__WHAT YOU ARE ASKED TO DO__:
Where in the entries below does "JSON" appear? Copy every line that has it.

────

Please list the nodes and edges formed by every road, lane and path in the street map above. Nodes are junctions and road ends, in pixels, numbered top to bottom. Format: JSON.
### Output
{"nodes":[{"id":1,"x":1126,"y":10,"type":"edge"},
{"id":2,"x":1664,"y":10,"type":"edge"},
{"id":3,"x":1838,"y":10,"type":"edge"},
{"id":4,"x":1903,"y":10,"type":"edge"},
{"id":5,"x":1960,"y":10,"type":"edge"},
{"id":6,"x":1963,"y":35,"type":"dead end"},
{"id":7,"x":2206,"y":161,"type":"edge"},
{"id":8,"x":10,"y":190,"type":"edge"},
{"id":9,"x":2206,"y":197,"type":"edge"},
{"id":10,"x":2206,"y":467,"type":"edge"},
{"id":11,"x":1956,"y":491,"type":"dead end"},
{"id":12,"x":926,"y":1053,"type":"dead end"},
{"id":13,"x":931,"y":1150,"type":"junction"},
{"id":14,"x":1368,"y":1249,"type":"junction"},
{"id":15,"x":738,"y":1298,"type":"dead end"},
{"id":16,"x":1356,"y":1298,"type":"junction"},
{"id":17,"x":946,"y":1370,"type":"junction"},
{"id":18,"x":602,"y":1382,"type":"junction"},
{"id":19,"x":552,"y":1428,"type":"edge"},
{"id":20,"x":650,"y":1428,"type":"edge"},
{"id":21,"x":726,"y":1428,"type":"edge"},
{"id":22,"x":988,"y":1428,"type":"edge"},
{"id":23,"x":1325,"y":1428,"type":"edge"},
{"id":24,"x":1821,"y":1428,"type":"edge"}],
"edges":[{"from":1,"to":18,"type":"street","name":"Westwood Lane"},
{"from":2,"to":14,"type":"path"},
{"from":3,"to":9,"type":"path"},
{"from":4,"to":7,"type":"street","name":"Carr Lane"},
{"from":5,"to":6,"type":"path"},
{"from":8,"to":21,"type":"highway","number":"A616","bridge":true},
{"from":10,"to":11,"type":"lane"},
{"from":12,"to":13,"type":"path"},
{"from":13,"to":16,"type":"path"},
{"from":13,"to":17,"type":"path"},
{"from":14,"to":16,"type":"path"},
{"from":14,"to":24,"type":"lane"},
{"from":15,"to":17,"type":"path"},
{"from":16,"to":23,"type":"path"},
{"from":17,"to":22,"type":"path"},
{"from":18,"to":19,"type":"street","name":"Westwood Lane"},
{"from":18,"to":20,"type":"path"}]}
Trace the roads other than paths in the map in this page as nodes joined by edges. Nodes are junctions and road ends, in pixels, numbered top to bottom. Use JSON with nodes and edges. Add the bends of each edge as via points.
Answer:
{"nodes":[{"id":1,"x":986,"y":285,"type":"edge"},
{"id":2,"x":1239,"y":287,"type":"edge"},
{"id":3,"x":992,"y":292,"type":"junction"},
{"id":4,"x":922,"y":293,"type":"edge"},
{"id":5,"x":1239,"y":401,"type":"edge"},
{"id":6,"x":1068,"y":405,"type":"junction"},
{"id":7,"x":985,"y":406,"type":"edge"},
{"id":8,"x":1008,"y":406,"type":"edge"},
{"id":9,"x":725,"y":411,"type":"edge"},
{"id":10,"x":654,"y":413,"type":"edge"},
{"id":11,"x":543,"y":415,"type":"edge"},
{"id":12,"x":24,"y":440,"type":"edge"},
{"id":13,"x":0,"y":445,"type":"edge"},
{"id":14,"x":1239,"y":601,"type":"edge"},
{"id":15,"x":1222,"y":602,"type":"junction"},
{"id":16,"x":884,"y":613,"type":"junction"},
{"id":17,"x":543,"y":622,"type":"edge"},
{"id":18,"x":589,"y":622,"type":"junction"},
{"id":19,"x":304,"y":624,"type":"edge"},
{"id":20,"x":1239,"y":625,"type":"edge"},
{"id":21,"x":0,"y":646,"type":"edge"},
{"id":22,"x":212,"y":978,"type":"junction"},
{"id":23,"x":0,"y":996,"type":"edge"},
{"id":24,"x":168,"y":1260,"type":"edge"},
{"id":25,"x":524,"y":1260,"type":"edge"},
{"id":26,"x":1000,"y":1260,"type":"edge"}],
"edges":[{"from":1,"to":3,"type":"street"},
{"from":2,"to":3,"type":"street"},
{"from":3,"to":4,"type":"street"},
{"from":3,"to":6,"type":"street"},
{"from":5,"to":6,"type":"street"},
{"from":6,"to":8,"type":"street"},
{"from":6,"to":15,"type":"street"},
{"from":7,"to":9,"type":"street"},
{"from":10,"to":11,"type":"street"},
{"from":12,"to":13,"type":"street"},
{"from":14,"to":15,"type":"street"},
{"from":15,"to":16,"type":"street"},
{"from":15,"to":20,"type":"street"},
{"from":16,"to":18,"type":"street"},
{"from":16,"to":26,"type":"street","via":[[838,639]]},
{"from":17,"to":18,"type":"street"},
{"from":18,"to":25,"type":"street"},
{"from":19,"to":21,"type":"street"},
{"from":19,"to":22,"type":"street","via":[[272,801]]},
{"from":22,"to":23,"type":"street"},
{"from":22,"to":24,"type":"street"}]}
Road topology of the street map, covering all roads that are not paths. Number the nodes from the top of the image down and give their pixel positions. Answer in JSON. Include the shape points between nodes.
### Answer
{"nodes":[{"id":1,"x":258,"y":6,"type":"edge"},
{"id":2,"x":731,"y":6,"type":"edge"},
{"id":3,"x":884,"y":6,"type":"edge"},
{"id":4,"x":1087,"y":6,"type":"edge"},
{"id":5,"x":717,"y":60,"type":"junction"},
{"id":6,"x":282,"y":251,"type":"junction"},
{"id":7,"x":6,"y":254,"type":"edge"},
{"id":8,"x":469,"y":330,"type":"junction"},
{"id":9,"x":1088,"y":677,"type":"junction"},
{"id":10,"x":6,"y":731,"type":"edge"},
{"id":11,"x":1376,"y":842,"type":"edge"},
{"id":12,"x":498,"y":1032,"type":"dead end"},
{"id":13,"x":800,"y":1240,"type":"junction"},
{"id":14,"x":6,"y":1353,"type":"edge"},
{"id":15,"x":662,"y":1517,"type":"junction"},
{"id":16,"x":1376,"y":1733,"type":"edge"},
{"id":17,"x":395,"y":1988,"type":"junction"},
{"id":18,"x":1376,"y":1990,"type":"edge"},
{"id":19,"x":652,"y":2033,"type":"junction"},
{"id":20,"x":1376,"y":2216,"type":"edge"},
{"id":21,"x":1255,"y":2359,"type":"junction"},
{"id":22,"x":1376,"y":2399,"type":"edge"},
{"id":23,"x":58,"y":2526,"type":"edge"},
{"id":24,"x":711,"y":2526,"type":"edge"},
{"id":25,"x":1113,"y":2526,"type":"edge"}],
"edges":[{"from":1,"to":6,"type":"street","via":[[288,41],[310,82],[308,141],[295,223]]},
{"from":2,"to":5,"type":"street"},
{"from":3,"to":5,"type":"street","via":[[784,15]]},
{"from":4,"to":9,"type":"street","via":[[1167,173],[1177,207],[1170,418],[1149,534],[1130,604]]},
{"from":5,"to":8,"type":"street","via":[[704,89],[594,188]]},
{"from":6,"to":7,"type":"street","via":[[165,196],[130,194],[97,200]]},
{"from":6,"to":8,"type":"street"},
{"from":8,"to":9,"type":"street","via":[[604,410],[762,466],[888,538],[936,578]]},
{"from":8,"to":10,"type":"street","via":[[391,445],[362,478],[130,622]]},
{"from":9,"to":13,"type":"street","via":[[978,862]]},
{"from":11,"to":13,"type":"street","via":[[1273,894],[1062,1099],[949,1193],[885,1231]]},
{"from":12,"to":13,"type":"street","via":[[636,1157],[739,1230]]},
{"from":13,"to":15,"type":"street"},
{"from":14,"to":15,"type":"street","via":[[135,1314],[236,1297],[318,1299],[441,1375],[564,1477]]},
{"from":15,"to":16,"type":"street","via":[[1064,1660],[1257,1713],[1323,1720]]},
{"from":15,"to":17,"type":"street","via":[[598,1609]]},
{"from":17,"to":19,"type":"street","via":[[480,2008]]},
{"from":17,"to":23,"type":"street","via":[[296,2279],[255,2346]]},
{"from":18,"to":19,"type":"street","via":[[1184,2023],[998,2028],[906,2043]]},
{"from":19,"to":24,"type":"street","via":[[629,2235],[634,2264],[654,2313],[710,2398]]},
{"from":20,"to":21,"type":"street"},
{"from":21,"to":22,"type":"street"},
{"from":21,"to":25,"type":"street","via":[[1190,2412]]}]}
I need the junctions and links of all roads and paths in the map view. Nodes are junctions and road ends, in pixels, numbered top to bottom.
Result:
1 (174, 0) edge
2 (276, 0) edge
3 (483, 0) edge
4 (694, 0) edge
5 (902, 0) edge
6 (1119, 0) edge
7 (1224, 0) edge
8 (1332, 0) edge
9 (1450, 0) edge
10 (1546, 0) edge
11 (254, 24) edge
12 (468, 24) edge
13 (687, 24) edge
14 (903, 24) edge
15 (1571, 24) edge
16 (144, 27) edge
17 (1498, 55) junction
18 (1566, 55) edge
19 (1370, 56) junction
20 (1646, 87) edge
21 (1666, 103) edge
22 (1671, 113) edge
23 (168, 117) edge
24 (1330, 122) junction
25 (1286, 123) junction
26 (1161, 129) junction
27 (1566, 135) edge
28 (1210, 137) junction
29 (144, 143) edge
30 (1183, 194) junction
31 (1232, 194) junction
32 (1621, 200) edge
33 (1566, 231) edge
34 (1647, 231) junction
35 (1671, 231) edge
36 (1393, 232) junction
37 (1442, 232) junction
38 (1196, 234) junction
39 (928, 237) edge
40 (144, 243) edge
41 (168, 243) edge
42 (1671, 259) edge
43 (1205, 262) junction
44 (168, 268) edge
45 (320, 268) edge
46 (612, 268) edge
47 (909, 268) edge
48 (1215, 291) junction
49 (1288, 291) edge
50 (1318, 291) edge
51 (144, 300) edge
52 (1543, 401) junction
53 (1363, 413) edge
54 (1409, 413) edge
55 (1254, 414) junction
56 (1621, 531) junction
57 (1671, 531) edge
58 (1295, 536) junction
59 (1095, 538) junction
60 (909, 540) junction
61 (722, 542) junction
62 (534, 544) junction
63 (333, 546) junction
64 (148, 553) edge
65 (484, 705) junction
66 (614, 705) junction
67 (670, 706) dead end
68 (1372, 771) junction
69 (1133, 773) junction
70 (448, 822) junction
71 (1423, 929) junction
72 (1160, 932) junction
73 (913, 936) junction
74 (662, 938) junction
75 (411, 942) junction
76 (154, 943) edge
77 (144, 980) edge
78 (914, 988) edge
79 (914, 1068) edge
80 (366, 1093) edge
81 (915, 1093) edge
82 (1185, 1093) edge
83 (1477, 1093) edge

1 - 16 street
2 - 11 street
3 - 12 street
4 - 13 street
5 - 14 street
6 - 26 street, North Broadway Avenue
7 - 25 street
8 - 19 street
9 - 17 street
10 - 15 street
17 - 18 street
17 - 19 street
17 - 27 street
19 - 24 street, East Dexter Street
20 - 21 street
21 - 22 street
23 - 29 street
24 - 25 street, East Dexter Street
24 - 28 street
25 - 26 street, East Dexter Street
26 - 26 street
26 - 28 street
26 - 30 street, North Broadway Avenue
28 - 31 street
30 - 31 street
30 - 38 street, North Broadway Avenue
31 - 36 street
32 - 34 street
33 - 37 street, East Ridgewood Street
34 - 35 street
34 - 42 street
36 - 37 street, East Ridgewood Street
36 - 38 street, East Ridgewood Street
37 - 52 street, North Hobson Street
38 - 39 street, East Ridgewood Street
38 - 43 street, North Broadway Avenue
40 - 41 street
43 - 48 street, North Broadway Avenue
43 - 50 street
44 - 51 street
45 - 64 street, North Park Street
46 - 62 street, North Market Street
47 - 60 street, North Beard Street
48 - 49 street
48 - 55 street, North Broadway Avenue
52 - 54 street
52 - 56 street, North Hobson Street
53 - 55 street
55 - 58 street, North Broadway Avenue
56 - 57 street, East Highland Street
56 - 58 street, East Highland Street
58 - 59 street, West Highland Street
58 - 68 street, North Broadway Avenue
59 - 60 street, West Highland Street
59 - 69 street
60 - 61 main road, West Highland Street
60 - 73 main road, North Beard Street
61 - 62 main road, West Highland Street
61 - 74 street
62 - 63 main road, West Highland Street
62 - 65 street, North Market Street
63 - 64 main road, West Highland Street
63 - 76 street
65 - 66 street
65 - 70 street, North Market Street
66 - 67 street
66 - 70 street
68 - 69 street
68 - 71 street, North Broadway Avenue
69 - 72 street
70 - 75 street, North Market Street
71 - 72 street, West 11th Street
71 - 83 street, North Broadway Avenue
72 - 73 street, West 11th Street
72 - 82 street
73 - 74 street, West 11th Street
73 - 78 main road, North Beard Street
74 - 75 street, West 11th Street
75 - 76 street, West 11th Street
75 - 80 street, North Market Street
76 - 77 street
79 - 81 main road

────

__SOLVED EXERCISE__:
Please list the nodes and edges formed by every road, lane and path in the street map above. Nodes are junctions and road ends, in pixels, numbered top to bottom. Format: JSON.
Trace the roads other than paths in the map in this page as nodes joined by edges. Nodes are junctions and road ends, in pixels, numbered top to bottom. Use JSON with nodes and edges. Add the bends of each edge as via points.
Road topology of the street map, covering all roads that are not paths. Number the nodes from the top of the image down and give their pixel positions. Answer in JSON. Include the shape points between nodes.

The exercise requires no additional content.